The UK government’s confident assertion that it is fully sovereign compels it to treat the Scottish government as little more than a raised parish council. Add to that the expectation of the British Treasury to maintain strict control over all public authorities, not just the other departments of Whitehall, and the Scottish government is caught between the blades of a pair of scissors, cutting its authority.
Faced with two decades in which the powers of the Scottish Parliament have increased, and are multiplying, the Conservatives at Westminster have started to reduce them. The first line of attack was with Brexit. Powers repatriated to the UK in areas of delegated responsibility remained in London. This will lead to public projects, even in devolved areas of competence, being stamped with the Union Jack, and declared proudly British.

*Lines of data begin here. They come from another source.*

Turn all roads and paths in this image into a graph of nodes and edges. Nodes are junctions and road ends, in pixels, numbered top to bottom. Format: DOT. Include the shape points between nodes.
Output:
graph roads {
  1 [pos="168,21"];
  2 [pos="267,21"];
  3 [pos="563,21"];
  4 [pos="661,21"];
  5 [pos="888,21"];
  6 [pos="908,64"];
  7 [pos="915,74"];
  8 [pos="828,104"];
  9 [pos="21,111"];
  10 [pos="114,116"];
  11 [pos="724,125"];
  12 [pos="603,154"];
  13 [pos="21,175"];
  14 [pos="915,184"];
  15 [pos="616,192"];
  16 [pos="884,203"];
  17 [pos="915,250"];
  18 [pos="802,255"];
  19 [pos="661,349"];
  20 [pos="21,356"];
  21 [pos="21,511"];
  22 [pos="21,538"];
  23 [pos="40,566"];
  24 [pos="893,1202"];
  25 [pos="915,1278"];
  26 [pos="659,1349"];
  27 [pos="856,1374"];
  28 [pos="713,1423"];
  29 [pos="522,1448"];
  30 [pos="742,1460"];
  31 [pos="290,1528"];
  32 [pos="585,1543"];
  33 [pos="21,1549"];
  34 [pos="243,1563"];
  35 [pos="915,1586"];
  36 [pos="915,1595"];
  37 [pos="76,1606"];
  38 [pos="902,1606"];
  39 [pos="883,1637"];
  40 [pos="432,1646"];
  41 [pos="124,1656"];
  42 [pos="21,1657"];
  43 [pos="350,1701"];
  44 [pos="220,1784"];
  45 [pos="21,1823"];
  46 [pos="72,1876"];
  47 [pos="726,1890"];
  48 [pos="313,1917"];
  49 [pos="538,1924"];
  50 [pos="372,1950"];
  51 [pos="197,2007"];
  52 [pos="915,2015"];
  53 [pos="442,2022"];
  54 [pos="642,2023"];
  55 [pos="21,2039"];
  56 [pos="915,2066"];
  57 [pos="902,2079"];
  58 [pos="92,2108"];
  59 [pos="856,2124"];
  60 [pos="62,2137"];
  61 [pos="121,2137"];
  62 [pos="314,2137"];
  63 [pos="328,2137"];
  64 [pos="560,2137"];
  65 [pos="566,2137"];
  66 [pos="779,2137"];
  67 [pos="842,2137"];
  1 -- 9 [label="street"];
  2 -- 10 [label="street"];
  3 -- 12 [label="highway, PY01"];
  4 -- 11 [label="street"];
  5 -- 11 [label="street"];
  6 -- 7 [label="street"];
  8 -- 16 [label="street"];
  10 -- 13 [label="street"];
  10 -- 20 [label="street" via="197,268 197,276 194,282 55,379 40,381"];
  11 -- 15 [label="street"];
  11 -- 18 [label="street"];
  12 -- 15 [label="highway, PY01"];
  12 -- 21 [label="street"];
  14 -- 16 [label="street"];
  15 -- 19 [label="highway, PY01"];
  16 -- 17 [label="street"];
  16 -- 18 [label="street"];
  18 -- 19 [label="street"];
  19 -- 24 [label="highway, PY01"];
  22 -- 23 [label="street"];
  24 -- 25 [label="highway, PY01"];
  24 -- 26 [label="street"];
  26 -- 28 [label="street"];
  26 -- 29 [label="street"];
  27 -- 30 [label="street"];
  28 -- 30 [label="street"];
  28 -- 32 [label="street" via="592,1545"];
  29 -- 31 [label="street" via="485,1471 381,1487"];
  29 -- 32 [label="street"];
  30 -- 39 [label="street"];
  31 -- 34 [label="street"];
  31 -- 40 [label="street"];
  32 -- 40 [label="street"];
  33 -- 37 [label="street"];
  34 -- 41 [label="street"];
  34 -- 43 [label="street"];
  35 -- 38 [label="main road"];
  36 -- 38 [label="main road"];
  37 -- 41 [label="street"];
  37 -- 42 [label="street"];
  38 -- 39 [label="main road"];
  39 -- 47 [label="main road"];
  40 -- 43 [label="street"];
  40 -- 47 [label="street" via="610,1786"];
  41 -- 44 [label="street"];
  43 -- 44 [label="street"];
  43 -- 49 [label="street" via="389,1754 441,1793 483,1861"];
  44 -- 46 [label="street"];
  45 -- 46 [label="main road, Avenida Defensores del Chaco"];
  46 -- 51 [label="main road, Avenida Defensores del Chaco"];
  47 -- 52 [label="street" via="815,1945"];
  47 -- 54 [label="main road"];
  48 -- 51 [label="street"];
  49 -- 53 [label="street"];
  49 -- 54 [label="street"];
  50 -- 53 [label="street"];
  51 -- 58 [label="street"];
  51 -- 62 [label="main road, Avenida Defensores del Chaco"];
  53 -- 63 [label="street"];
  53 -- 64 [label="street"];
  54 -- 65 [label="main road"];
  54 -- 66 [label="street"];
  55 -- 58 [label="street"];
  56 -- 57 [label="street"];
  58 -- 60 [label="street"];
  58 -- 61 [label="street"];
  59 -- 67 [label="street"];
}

Then came a dispute over the powers of the Scottish Parliament. Repeated appeals to the Supreme Court can be expected to set much stricter limits on the authority of decentralized legislatures. The court’s most recent judgment suggests it is likely to be broadly in favor of the British government’s expansive claims.
But it might just be the act of warming up. The main event is set to begin next year, as the Treasury, the second scissor blade, spells out the review of the fiscal framework.
This defines the support the Scottish Government gets through a block grant from the Treasury and the amount of money it can raise through Scottish taxation. The implementation of the framework is intentionally opaque and complex. It takes years to figure out all the details of who owes what to whom. This is the result of the principle that the application of the framework should harm neither the UK nor the Scottish government.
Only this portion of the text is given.